INSTRUCTIONS FOR THE TASK:
Where a picture appears in the data below, exclude it; restate everything else word for word.

EXERCISE MATERIALS:

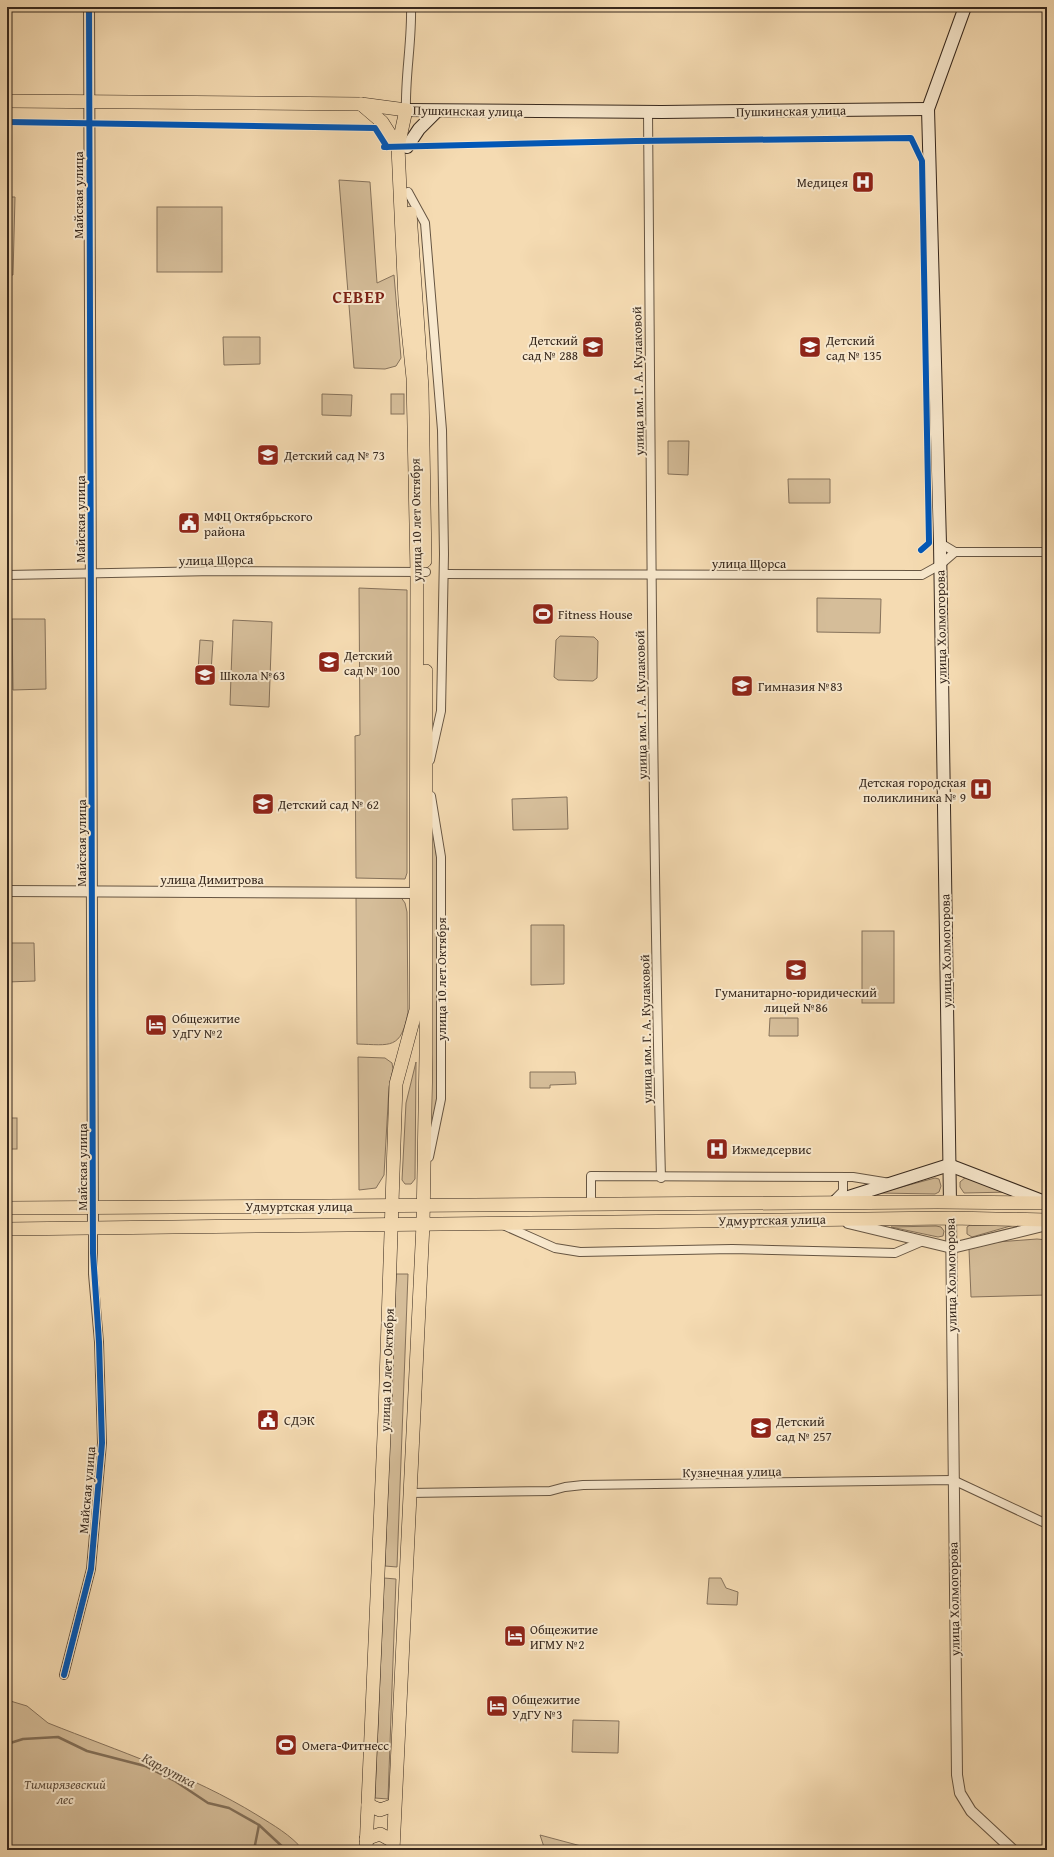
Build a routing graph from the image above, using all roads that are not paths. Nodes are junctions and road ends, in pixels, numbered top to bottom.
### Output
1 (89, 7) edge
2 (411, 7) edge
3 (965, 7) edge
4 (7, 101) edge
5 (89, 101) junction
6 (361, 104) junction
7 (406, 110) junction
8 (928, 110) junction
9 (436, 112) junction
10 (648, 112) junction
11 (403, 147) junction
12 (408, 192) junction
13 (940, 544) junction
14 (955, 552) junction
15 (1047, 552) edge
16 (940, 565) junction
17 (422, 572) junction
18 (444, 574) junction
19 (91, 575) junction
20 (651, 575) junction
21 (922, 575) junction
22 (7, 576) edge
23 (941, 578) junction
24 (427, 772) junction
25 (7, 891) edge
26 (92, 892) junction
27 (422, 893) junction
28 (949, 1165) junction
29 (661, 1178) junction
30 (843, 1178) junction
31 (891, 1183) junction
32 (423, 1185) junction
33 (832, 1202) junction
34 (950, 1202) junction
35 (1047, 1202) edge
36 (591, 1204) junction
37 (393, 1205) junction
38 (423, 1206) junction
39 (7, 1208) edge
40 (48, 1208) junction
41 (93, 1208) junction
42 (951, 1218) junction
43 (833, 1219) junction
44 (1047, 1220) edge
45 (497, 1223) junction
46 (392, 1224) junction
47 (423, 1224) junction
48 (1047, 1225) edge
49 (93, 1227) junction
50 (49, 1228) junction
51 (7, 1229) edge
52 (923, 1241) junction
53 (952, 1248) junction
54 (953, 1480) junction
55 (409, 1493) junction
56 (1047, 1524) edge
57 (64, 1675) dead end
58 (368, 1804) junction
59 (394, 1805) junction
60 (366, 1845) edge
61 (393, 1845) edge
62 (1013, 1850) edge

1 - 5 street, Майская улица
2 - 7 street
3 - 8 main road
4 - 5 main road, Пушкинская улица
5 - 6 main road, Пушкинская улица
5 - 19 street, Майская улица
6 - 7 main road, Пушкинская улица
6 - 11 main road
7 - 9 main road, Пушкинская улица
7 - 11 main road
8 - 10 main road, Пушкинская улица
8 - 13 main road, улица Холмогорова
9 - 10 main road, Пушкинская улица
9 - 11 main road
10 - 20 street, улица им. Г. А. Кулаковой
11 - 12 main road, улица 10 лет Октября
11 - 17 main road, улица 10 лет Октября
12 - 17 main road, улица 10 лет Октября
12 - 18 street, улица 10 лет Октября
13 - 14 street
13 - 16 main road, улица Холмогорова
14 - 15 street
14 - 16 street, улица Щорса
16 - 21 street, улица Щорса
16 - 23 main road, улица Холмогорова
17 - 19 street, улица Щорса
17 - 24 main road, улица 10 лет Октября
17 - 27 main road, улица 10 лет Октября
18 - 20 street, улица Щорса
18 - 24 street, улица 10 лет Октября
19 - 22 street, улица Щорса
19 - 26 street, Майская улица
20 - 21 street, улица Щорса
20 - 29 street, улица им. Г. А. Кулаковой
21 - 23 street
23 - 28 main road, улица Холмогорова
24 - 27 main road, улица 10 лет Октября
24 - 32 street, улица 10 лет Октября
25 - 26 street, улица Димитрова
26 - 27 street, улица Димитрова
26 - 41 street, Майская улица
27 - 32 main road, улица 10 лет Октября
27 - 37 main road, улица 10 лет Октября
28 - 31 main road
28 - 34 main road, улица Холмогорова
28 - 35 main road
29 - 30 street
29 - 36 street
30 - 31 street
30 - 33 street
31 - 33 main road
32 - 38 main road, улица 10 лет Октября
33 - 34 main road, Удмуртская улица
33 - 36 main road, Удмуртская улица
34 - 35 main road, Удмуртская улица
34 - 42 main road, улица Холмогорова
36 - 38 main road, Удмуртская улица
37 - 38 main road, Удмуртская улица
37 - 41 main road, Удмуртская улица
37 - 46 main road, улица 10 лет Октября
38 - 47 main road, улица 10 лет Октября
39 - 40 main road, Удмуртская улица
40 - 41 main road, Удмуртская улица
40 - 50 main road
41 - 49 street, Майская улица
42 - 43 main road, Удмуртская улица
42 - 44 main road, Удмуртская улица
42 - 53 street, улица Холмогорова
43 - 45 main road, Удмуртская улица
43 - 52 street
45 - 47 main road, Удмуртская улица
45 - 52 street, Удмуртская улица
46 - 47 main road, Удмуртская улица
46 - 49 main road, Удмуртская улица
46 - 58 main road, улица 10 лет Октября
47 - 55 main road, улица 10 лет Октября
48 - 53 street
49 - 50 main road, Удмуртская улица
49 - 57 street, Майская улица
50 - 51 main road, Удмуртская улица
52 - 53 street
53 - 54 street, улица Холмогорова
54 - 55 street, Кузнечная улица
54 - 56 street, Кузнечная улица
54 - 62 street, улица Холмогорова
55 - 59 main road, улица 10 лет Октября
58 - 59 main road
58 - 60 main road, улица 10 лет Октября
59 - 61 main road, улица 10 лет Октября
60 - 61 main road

SOLUTION FOR THIS TASK:
Build a routing graph from the image above, using all roads that are not paths. Nodes are junctions and road ends, in pixels, numbered top to bottom.
### Output
1 (89, 7) edge
2 (411, 7) edge
3 (965, 7) edge
4 (7, 101) edge
5 (89, 101) junction
6 (361, 104) junction
7 (406, 110) junction
8 (928, 110) junction
9 (436, 112) junction
10 (648, 112) junction
11 (403, 147) junction
12 (408, 192) junction
13 (940, 544) junction
14 (955, 552) junction
15 (1047, 552) edge
16 (940, 565) junction
17 (422, 572) junction
18 (444, 574) junction
19 (91, 575) junction
20 (651, 575) junction
21 (922, 575) junction
22 (7, 576) edge
23 (941, 578) junction
24 (427, 772) junction
25 (7, 891) edge
26 (92, 892) junction
27 (422, 893) junction
28 (949, 1165) junction
29 (661, 1178) junction
30 (843, 1178) junction
31 (891, 1183) junction
32 (423, 1185) junction
33 (832, 1202) junction
34 (950, 1202) junction
35 (1047, 1202) edge
36 (591, 1204) junction
37 (393, 1205) junction
38 (423, 1206) junction
39 (7, 1208) edge
40 (48, 1208) junction
41 (93, 1208) junction
42 (951, 1218) junction
43 (833, 1219) junction
44 (1047, 1220) edge
45 (497, 1223) junction
46 (392, 1224) junction
47 (423, 1224) junction
48 (1047, 1225) edge
49 (93, 1227) junction
50 (49, 1228) junction
51 (7, 1229) edge
52 (923, 1241) junction
53 (952, 1248) junction
54 (953, 1480) junction
55 (409, 1493) junction
56 (1047, 1524) edge
57 (64, 1675) dead end
58 (368, 1804) junction
59 (394, 1805) junction
60 (366, 1845) edge
61 (393, 1845) edge
62 (1013, 1850) edge

1 - 5 street, Майская улица
2 - 7 street
3 - 8 main road
4 - 5 main road, Пушкинская улица
5 - 6 main road, Пушкинская улица
5 - 19 street, Майская улица
6 - 7 main road, Пушкинская улица
6 - 11 main road
7 - 9 main road, Пушкинская улица
7 - 11 main road
8 - 10 main road, Пушкинская улица
8 - 13 main road, улица Холмогорова
9 - 10 main road, Пушкинская улица
9 - 11 main road
10 - 20 street, улица им. Г. А. Кулаковой
11 - 12 main road, улица 10 лет Октября
11 - 17 main road, улица 10 лет Октября
12 - 17 main road, улица 10 лет Октября
12 - 18 street, улица 10 лет Октября
13 - 14 street
13 - 16 main road, улица Холмогорова
14 - 15 street
14 - 16 street, улица Щорса
16 - 21 street, улица Щорса
16 - 23 main road, улица Холмогорова
17 - 19 street, улица Щорса
17 - 24 main road, улица 10 лет Октября
17 - 27 main road, улица 10 лет Октября
18 - 20 street, улица Щорса
18 - 24 street, улица 10 лет Октября
19 - 22 street, улица Щорса
19 - 26 street, Майская улица
20 - 21 street, улица Щорса
20 - 29 street, улица им. Г. А. Кулаковой
21 - 23 street
23 - 28 main road, улица Холмогорова
24 - 27 main road, улица 10 лет Октября
24 - 32 street, улица 10 лет Октября
25 - 26 street, улица Димитрова
26 - 27 street, улица Димитрова
26 - 41 street, Майская улица
27 - 32 main road, улица 10 лет Октября
27 - 37 main road, улица 10 лет Октября
28 - 31 main road
28 - 34 main road, улица Холмогорова
28 - 35 main road
29 - 30 street
29 - 36 street
30 - 31 street
30 - 33 street
31 - 33 main road
32 - 38 main road, улица 10 лет Октября
33 - 34 main road, Удмуртская улица
33 - 36 main road, Удмуртская улица
34 - 35 main road, Удмуртская улица
34 - 42 main road, улица Холмогорова
36 - 38 main road, Удмуртская улица
37 - 38 main road, Удмуртская улица
37 - 41 main road, Удмуртская улица
37 - 46 main road, улица 10 лет Октября
38 - 47 main road, улица 10 лет Октября
39 - 40 main road, Удмуртская улица
40 - 41 main road, Удмуртская улица
40 - 50 main road
41 - 49 street, Майская улица
42 - 43 main road, Удмуртская улица
42 - 44 main road, Удмуртская улица
42 - 53 street, улица Холмогорова
43 - 45 main road, Удмуртская улица
43 - 52 street
45 - 47 main road, Удмуртская улица
45 - 52 street, Удмуртская улица
46 - 47 main road, Удмуртская улица
46 - 49 main road, Удмуртская улица
46 - 58 main road, улица 10 лет Октября
47 - 55 main road, улица 10 лет Октября
48 - 53 street
49 - 50 main road, Удмуртская улица
49 - 57 street, Майская улица
50 - 51 main road, Удмуртская улица
52 - 53 street
53 - 54 street, улица Холмогорова
54 - 55 street, Кузнечная улица
54 - 56 street, Кузнечная улица
54 - 62 street, улица Холмогорова
55 - 59 main road, улица 10 лет Октября
58 - 59 main road
58 - 60 main road, улица 10 лет Октября
59 - 61 main road, улица 10 лет Октября
60 - 61 main road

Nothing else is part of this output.